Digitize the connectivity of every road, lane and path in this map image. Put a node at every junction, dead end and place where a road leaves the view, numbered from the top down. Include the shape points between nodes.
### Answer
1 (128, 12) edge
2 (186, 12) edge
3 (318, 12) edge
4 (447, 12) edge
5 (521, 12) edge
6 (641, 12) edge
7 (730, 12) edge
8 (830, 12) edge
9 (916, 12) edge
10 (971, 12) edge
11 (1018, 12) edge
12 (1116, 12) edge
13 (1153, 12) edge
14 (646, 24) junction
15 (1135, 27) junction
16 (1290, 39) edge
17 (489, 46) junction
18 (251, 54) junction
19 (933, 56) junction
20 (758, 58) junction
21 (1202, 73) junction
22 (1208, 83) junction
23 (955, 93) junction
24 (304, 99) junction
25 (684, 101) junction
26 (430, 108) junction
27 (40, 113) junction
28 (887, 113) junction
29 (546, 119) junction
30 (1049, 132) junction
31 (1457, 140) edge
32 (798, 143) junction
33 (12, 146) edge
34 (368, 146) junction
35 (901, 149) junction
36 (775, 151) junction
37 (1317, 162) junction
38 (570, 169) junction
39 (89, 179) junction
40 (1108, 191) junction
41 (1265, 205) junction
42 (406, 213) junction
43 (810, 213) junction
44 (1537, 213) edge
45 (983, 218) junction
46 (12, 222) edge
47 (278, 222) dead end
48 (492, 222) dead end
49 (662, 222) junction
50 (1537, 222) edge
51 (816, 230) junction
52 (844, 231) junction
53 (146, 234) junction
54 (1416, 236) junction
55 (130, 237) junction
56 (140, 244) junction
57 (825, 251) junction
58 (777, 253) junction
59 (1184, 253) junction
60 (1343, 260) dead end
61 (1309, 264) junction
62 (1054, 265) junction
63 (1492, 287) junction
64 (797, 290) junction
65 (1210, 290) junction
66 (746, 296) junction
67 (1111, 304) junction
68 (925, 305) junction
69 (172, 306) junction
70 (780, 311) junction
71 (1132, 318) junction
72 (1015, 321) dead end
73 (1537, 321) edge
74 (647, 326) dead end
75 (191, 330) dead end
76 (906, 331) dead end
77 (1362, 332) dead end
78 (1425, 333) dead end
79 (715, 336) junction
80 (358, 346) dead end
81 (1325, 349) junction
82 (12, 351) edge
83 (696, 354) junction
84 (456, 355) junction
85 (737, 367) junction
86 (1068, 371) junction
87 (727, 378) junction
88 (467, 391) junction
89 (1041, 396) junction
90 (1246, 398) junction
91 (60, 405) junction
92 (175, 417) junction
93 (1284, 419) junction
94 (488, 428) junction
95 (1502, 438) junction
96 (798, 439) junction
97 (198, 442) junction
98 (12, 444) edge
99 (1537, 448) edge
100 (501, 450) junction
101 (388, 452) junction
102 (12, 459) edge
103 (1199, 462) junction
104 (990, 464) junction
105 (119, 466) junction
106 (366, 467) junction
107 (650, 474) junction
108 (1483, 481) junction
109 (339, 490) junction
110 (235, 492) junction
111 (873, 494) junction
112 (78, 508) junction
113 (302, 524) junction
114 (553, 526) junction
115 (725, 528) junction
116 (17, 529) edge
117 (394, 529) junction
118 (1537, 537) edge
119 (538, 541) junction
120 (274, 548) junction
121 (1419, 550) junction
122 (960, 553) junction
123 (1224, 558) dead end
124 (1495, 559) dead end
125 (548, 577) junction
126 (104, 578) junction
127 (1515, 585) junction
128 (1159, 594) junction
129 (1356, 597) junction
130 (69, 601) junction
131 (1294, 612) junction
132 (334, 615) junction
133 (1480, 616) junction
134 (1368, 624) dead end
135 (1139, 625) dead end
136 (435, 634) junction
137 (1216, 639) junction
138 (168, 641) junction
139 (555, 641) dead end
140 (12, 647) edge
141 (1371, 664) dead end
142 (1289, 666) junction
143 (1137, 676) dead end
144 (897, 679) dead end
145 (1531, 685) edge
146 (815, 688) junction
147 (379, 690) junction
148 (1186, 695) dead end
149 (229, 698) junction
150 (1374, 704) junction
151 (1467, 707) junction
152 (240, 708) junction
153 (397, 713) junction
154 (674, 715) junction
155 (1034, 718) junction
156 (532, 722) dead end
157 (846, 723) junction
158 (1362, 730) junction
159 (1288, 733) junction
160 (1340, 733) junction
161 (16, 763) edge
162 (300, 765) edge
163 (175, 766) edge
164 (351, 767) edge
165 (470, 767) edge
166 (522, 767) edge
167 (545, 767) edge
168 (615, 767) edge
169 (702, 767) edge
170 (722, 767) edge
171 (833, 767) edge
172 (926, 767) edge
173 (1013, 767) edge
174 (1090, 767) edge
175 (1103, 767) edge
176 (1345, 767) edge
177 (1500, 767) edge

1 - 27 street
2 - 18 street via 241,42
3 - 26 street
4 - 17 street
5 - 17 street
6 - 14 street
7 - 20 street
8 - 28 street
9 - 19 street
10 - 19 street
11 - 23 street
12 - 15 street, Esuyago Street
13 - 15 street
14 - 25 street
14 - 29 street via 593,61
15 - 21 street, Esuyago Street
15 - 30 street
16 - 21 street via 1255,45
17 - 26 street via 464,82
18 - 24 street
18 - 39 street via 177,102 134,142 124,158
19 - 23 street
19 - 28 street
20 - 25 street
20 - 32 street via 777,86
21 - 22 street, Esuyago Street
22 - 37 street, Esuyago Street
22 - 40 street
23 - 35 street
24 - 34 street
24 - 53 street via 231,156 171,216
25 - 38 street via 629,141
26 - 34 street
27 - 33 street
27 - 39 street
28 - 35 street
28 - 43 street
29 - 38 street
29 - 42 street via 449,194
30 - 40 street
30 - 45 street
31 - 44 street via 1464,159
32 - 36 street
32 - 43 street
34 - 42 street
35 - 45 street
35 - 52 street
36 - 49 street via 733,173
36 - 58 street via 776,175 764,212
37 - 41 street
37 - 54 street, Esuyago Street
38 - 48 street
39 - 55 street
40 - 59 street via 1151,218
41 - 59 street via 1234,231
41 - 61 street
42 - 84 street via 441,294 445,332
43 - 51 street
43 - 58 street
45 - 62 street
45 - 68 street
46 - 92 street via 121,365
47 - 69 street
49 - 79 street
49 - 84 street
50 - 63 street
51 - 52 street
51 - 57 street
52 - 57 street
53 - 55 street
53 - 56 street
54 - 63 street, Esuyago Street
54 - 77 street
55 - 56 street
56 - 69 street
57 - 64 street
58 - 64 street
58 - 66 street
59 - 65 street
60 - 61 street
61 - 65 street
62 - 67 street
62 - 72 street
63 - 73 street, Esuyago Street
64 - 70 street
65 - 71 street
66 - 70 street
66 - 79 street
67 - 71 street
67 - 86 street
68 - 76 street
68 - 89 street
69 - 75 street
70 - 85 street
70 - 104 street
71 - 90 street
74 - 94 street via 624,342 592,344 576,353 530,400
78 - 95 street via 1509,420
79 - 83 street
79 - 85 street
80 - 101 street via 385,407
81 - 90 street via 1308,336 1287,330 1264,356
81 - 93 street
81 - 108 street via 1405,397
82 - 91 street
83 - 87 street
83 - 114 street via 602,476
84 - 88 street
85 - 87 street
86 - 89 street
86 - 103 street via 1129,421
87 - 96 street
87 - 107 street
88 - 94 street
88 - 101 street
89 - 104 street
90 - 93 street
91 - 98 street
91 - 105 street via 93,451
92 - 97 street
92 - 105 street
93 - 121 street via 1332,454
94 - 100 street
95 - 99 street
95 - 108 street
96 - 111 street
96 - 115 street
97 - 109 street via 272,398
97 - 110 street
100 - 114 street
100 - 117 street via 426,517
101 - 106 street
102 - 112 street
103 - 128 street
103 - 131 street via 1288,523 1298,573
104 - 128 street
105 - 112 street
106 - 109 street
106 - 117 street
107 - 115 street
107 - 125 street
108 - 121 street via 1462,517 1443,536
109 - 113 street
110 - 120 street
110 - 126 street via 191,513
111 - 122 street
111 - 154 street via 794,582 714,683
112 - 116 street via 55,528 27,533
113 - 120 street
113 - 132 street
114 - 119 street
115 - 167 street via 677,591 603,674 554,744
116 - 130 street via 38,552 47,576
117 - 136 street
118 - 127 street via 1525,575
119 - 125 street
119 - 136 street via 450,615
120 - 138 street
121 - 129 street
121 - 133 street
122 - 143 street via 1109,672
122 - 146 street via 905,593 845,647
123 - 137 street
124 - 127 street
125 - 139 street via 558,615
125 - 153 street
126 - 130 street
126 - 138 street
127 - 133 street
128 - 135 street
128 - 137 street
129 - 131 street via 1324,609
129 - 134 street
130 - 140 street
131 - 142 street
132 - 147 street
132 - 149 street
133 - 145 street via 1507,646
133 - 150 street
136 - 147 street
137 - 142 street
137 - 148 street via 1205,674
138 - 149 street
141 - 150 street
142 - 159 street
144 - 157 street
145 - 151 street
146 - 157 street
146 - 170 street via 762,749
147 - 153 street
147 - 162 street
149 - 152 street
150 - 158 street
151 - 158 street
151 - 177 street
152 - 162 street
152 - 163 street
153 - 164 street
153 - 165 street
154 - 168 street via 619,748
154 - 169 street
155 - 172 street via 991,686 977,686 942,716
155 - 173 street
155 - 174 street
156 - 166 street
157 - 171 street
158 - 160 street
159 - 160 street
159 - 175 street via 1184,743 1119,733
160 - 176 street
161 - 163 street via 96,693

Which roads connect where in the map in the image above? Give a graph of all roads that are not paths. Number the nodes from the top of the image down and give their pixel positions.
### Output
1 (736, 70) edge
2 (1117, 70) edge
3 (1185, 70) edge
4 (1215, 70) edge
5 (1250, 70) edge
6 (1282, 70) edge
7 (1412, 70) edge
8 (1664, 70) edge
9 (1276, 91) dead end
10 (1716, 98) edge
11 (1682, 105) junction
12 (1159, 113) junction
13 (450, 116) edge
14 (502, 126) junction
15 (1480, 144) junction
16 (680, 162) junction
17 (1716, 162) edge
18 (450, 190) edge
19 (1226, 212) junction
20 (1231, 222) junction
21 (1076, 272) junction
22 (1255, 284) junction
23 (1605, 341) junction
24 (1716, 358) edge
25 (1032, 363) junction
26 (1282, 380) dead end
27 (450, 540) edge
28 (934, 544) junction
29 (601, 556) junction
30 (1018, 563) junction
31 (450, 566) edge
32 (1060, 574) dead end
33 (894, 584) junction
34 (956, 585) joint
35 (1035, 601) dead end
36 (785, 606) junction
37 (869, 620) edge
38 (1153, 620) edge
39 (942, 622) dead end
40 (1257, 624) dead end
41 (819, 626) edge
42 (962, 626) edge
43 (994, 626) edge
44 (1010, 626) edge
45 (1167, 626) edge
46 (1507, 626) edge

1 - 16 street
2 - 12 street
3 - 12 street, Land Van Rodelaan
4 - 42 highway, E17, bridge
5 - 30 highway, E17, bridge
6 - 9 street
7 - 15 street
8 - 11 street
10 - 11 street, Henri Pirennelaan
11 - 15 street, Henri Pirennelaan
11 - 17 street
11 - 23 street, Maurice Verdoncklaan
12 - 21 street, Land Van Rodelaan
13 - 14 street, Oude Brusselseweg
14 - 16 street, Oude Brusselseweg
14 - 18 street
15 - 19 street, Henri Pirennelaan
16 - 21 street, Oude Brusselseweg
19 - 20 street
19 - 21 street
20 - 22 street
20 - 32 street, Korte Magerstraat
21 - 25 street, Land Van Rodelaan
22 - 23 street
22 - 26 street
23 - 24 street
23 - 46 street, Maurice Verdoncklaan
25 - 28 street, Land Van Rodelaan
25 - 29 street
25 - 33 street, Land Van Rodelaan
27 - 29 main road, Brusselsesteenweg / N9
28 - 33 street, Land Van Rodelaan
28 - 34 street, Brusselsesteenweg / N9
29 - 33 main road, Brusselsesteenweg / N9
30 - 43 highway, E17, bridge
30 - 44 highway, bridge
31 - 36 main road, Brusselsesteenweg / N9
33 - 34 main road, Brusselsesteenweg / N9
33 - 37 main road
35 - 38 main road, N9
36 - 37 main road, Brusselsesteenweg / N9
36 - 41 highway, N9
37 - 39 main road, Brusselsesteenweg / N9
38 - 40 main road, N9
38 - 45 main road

____________________

Task to carry out:
For every line of the records that has the word "Rodelaan" in it, make a copy.

Response:
3 - 12 street, Land Van Rodelaan
12 - 21 street, Land Van Rodelaan
21 - 25 street, Land Van Rodelaan
25 - 28 street, Land Van Rodelaan
25 - 33 street, Land Van Rodelaan
28 - 33 street, Land Van Rodelaan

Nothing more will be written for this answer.